Monday, March 19, 2018

Fantasies of easy lives

Only small children fall for the fantasy of Father Christmas and similar wishful thoughts. Adults should know better: in this world, there are no free lunches, good behaviour is rarely acknowledged or rewarded, the rich and powerful almost always get away with murder, and the only thing that is permanent in politics is that politicians are most certainly not heroes.

In Kenya, the numbers of adults who behave like small children, wishing for utopias that cannot be wished into existence, is growing alarmingly. These are otherwise sensible men and women who have correctly diagnosed many of the problems of their government, their political parties, their society and their constituencies but have failed to diagnose the most important problem of all: themselves. Some have invested time, money and other resources into fantasies in which they are superheroes who will instill a sense of discipline into the body politic and wring change against the kicking and screaming resistance of the political establishment. They refuse to face the awful truth: Kenya doesn't need political superheroes; Kenya needs a root-and-branch cultural revolution.

The culture that we must break with is the one that has corrupted the "system" that many of us rail against. In this case, even the President of Kenya is right: it begins with you and me. If we are to resist the corruption of the institutions of Government, then we must resist it in ourselves and that is a far harder war than we would like to acknowledge. In the seventies and eighties when men and women were murdered for voicing opposition to the corruption of Government, our fantasies of a corruption-free government made a little sense. Today, we can't afford the luxury of wishful thinking anymore.

Last year there were many new voices that entered the political arena with promises of leading from the front on the war on corruption. One memorable candidate, who founded a new political party to advance his ideas of truthfulness in public service, drew up an impressive manifesto. Of course, few of his potential voters bought his shtick and he was soundly defeated at the hustings. What is interesting about him are some of the battles he chooses to fight. On two occasions he has refused to give way to Government vehicles driving on the wrong side of the road, documenting his protests on social media. This is admirable. Now, if only he lived by the same principle.

He recently documented his altercation with airport officials at the Jomo Kenyatta International Airport. He had apparently been delayed in getting to the airport to catch an international flight out of the country. He wanted and demanded special attention so that he could be fast-tracked through JKIA's notoriously slow processes so that he didn't miss his flight. Airport authorities refused. He got mad and went on social media to complain about the corrupt unfairness of it all. He missed the point by a mile: he wasn't special; his flight wasn't special; he was not the only ordinary Kenyan who missed his flight that day.
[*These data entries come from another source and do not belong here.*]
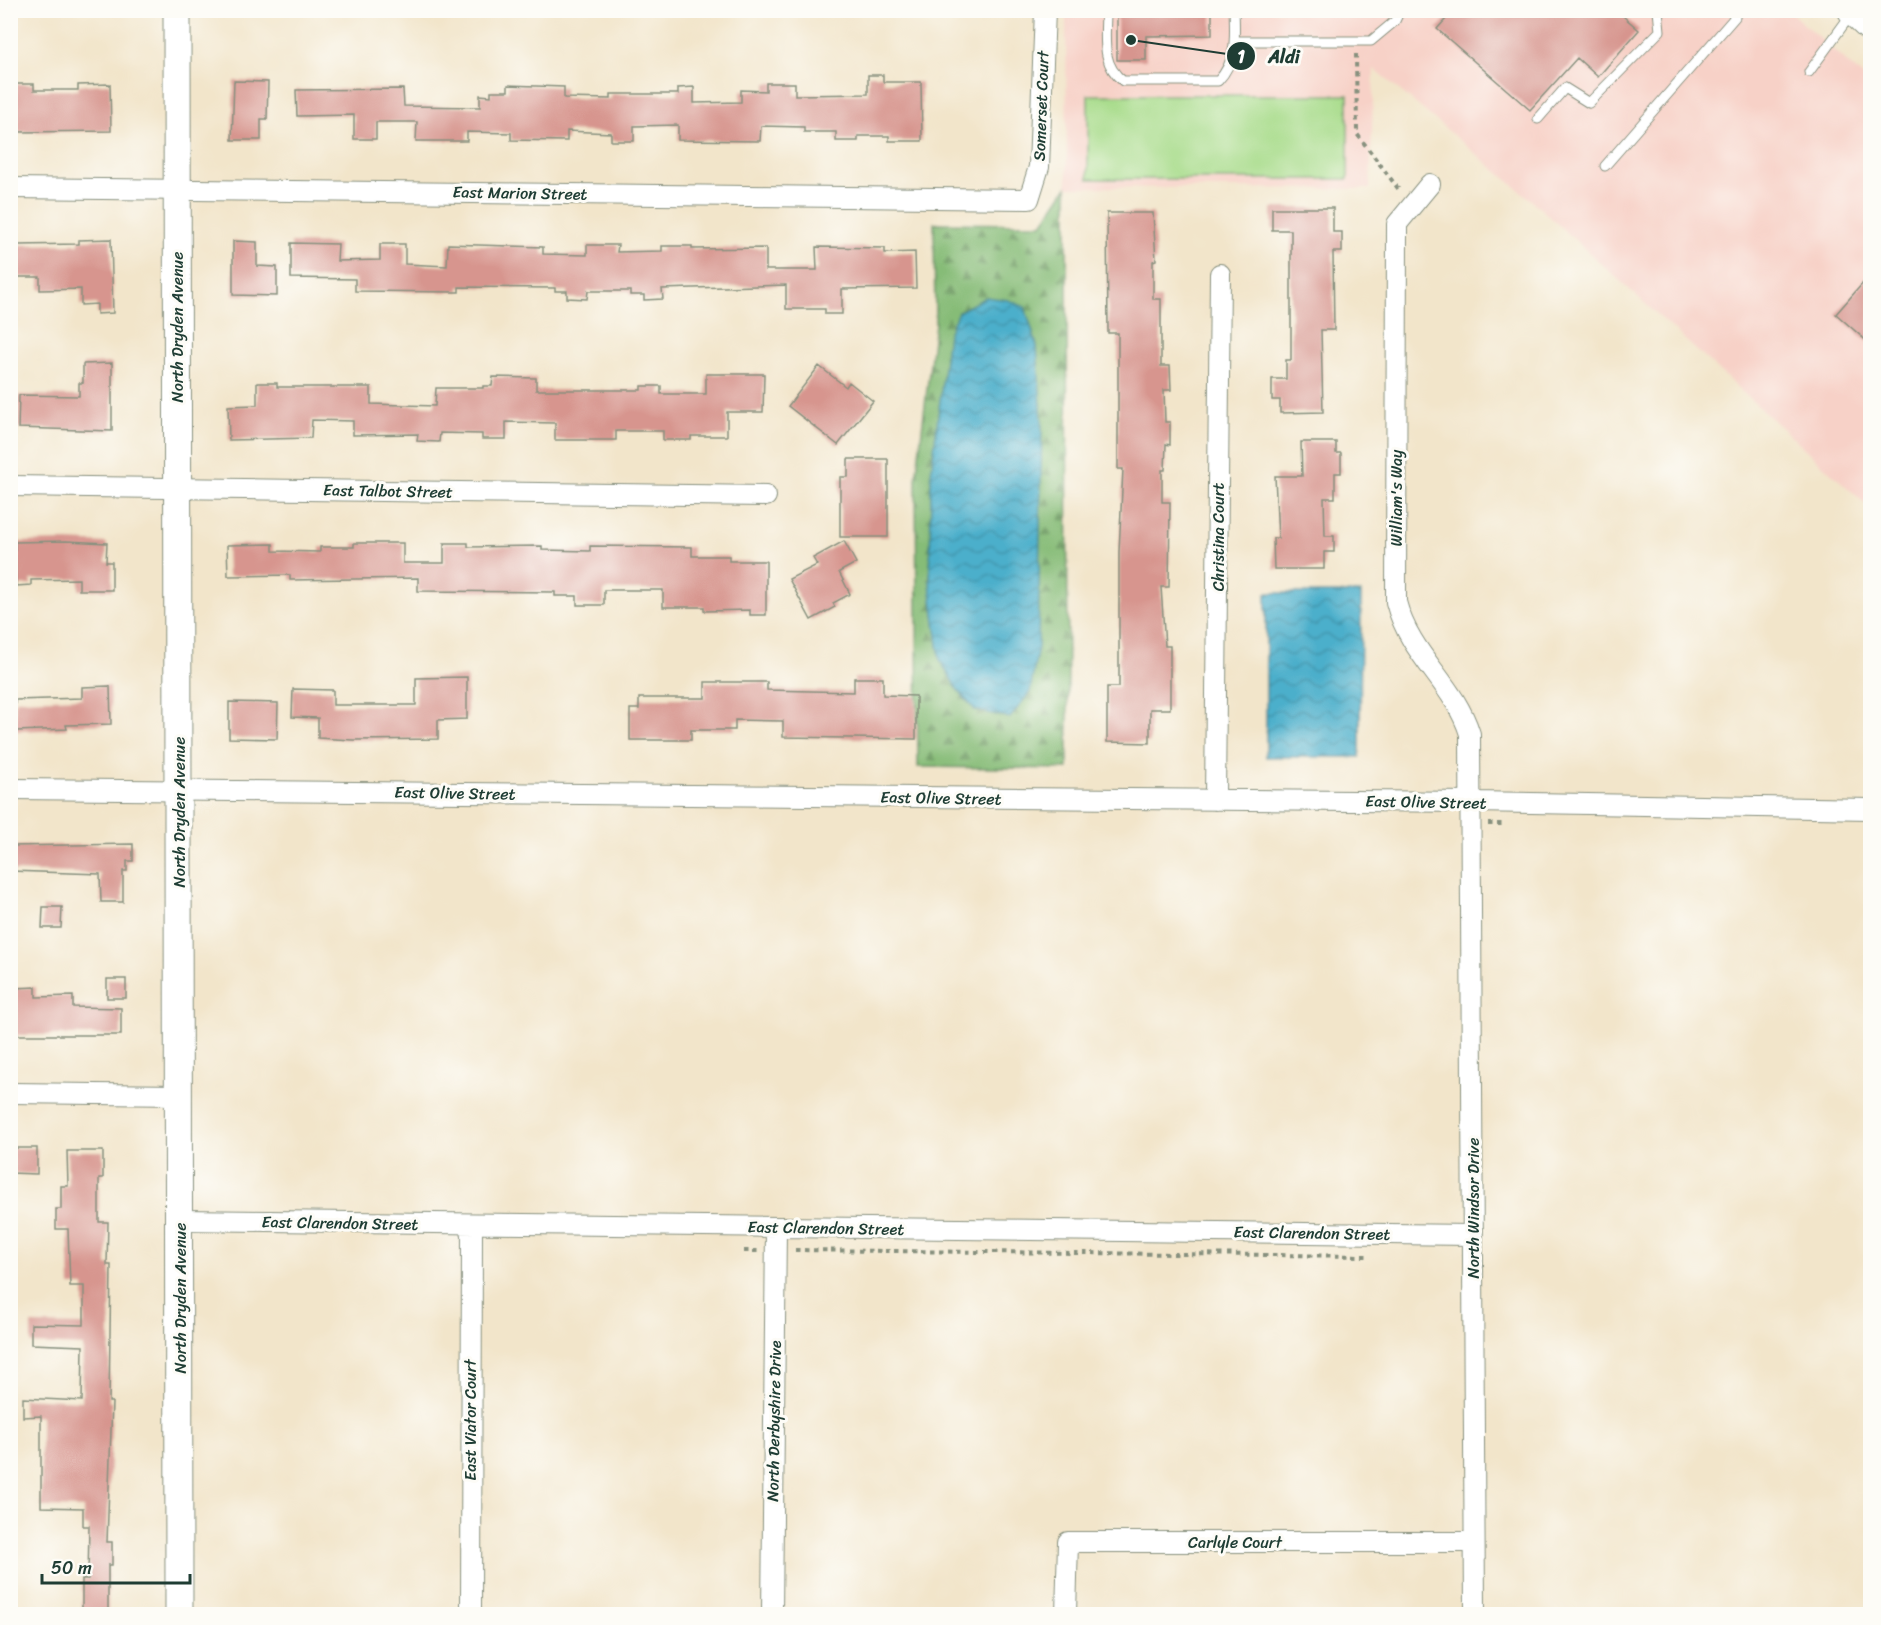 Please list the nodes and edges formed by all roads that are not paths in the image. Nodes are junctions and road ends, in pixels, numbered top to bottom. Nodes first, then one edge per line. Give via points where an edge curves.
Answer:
1 (177, 10) edge
2 (1045, 10) edge
3 (1106, 10) edge
4 (1234, 10) edge
5 (1400, 10) edge
6 (1658, 10) edge
7 (1731, 10) edge
8 (1853, 11) edge
9 (1870, 26) edge
10 (1235, 41) junction
11 (1809, 72) dead end
12 (1538, 119) dead end
13 (1605, 166) dead end
14 (1430, 184) dead end
15 (10, 188) edge
16 (176, 189) junction
17 (1029, 200) joint
18 (1220, 274) dead end
19 (10, 486) edge
20 (178, 488) junction
21 (766, 496) dead end
22 (10, 789) edge
23 (178, 790) junction
24 (1215, 800) junction
25 (1473, 802) junction
26 (1870, 809) edge
27 (10, 1093) edge
28 (180, 1095) junction
29 (180, 1220) junction
30 (472, 1225) junction
31 (776, 1228) junction
32 (1472, 1235) junction
33 (1474, 1542) junction
34 (179, 1614) edge
35 (471, 1614) edge
36 (772, 1614) edge
37 (1066, 1614) edge
38 (1475, 1614) edge

1 - 16 street, North Dryden Avenue
2 - 17 street, Somerset Court via 1038,166
3 - 10 lane via 1106,60 1114,75 1123,81 1218,81 1228,71
4 - 10 lane
5 - 10 lane via 1395,21 1371,41
6 - 12 lane via 1660,31 1589,103 1565,88
7 - 13 lane via 1735,17
8 - 9 main road
8 - 11 lane
14 - 25 street, William's Way via 1397,224 1396,602 1402,626 1416,650 1463,710 1470,734
15 - 16 street, East Marion Street
16 - 17 street, East Marion Street
16 - 20 street, North Dryden Avenue
18 - 24 street, Christina Court
19 - 20 street, East Talbot Street
20 - 21 street, East Talbot Street
20 - 23 street, North Dryden Avenue
22 - 23 street, East Olive Street
23 - 24 street, East Olive Street
23 - 28 street, North Dryden Avenue
24 - 25 street, East Olive Street
25 - 26 street, East Olive Street
25 - 32 street, North Windsor Drive
27 - 28 street
28 - 29 street, North Dryden Avenue
29 - 30 street, East Clarendon Street
29 - 34 street, North Dryden Avenue
30 - 31 street, East Clarendon Street
30 - 35 street, East Viator Court
31 - 32 street, East Clarendon Street
31 - 36 street, North Derbyshire Drive
32 - 33 street, North Windsor Drive
33 - 37 street, Carlyle Court via 1068,1542
33 - 38 street, North Windsor Drive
We can list all our personal failings that are externalised: many of us don't think twice when we litter; many of us silently thank our PSV drivers when they speed, overlap and generally thumb their noses at the Highway Code because it means we will get to work earlier; there is a large cohort of motorists, Mututho Rules or not, who still drive while drunk; the number of "developers" who cut planning corners by greasing City Hall mandarins' hands is measured by the numbers of people who die or are injured in collapsing buildings; and the persistence of the flat plastic bags menace is a testament to our determination to ignore Nema, the environment ministry and the environment itself so long as our lives are not inconvenienced. (That the plastic bags ban is an assault on the constitutional and statutory framework is neither here nor there.)
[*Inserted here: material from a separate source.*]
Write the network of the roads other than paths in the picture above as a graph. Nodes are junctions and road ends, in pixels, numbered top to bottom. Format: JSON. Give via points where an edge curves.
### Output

Many of us are personally and professionally corrupt and yet we expect politicians and high government officials to be paragons of virtue. We engage in corrupt acts but blame "others" when corrupt men and women are elected to high office. In short, we are hypocrites and our hypocrisies are preventing us from solving relatively simple problems, like urban floods during rainy seasons or the effective management of national referral hospitals. Unless we reckon with our individual acts of corruption, that of the body politic will never be resolved. What we will keep doing is wish for the problem to go away, the way small children do when faced with unpleasant things.